Having worked at a few professional services firms, I find the work at Strada entails a unique difference from all of the others—at Strada, surprises are good things.

And along with the changes of an evolving business world, where each client has a slightly different set of needs to resolve, I often find the best tools in the analysis and response to those needs is the diversity of Strada’s creative team.

While change and surprise can frequently throw people off of their game, the staff I work with bring a lot of energy to understanding the client story, then digging out the details, refining the solutions, and presenting the story back to the client for another level of feedback.

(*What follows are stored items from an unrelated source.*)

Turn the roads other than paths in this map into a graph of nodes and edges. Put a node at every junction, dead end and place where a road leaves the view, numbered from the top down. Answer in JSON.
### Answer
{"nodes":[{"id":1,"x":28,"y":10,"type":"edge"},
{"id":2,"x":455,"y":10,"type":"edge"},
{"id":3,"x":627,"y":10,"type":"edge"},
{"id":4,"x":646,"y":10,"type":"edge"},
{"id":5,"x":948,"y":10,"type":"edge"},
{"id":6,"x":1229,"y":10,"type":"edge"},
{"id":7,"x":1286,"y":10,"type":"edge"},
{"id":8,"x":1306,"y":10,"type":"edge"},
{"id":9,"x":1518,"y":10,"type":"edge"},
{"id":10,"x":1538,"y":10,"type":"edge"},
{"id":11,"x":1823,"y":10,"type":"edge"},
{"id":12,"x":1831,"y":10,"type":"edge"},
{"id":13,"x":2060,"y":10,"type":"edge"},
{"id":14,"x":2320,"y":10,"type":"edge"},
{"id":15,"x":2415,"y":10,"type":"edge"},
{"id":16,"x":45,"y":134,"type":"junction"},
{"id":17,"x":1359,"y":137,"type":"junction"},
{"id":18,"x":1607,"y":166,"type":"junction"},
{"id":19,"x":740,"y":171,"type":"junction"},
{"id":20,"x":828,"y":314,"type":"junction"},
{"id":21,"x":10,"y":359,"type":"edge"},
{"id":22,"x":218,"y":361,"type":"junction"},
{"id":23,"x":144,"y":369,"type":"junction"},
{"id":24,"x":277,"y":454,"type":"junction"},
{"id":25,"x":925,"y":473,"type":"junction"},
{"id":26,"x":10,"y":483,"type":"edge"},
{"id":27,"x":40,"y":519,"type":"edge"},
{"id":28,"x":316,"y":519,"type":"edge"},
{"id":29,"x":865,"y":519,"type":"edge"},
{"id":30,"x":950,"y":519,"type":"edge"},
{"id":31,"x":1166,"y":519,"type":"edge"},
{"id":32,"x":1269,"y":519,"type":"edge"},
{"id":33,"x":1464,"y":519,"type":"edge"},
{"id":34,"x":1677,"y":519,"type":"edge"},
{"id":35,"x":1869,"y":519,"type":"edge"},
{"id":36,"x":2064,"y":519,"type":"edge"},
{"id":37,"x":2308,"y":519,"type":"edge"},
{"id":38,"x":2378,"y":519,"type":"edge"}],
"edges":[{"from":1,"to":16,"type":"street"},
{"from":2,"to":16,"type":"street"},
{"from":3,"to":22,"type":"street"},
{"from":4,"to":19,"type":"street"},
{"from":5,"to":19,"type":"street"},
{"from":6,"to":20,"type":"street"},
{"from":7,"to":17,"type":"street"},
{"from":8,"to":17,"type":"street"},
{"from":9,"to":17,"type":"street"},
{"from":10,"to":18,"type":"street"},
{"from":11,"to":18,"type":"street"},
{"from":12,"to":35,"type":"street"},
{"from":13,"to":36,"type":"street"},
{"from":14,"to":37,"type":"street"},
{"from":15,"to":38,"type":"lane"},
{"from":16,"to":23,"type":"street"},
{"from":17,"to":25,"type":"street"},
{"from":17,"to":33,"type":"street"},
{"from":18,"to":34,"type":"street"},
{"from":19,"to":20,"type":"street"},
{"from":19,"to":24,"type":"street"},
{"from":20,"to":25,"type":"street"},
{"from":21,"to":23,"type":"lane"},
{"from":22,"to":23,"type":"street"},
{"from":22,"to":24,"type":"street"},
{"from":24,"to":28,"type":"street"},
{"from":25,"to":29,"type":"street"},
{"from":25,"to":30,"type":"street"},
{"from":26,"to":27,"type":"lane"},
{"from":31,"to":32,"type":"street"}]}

Listen. Rearrange. Tell the story. Repeat.

Strada’s staff come from many disciplines and experiences, and pursue many creative passions outside of office hours. This means we all have a different set of creative complexities, but we all agree that making the best spaces for people is the most exciting use of our talents.

Whether I’m working in a three-person team or a 10-person team, I’m likely to have eyes on the job that went to different schools, have a variety of degrees, span a range of ages, and have very distinctive ways of breaking down problems to find answers. My time in other firms has shown that expertise and solutions tend to get “siloed” into departments and specific disciplines. Without the mix of energy (and those diverse creative backgrounds), the design process runs faster and straighter—adhering to proven solutions that fit the described problems. While the communication time may be more efficient, the design solution may be less rich.

Often in business, when you bump into a surprise, the sudden challenge can mean extra work, a loss of momentum, and even some emotional turmoil. But surprise is also a chance to be fluid and flexible, to take advantage of cross-disciplinary pollination, or to take on new levels of responsibility and scope within the project. We might even invent an entirely new process to attack the challenge that just jumped into our lap.

And when your staff has versatility, like ours, these surprise problems benefit immediately from diverse analysis. Sure, Strada has landscape architects, interior designers, architects, and urban planners. But we also have historians, writers, fabric artists, graphic designers, illustrators, contractors, gourmets, cartoonists, exhibit designers, fabricators, and even a former green beret!

All of these different backgrounds see the “needs and comment” process in additive ways. That’s one reason Strada opens up ongoing work to office-wide “design labs,” allowing everyone to see what we are working on and how they might offer insight or an extra opportunity. My teammates often surprise me with how passionate they can be in making someone else’s workplace better.  I’m not sure if they realize how often they make my workplace better just by being a positive influence in seeking answers.

Accepting surprises as they come relies on versatility and a more nimble design process, and really, it makes the company a better place to work. Strada looks for that extra special creativity in every new staff member.

For me, I learn new things from clients and staff along the way, become more creative, and as a result, my clients get an even more positive response and increased energy from me.

If only I could convince my wife that finding out her car battery is dead on a winter morning has huge potential for a positive outcome!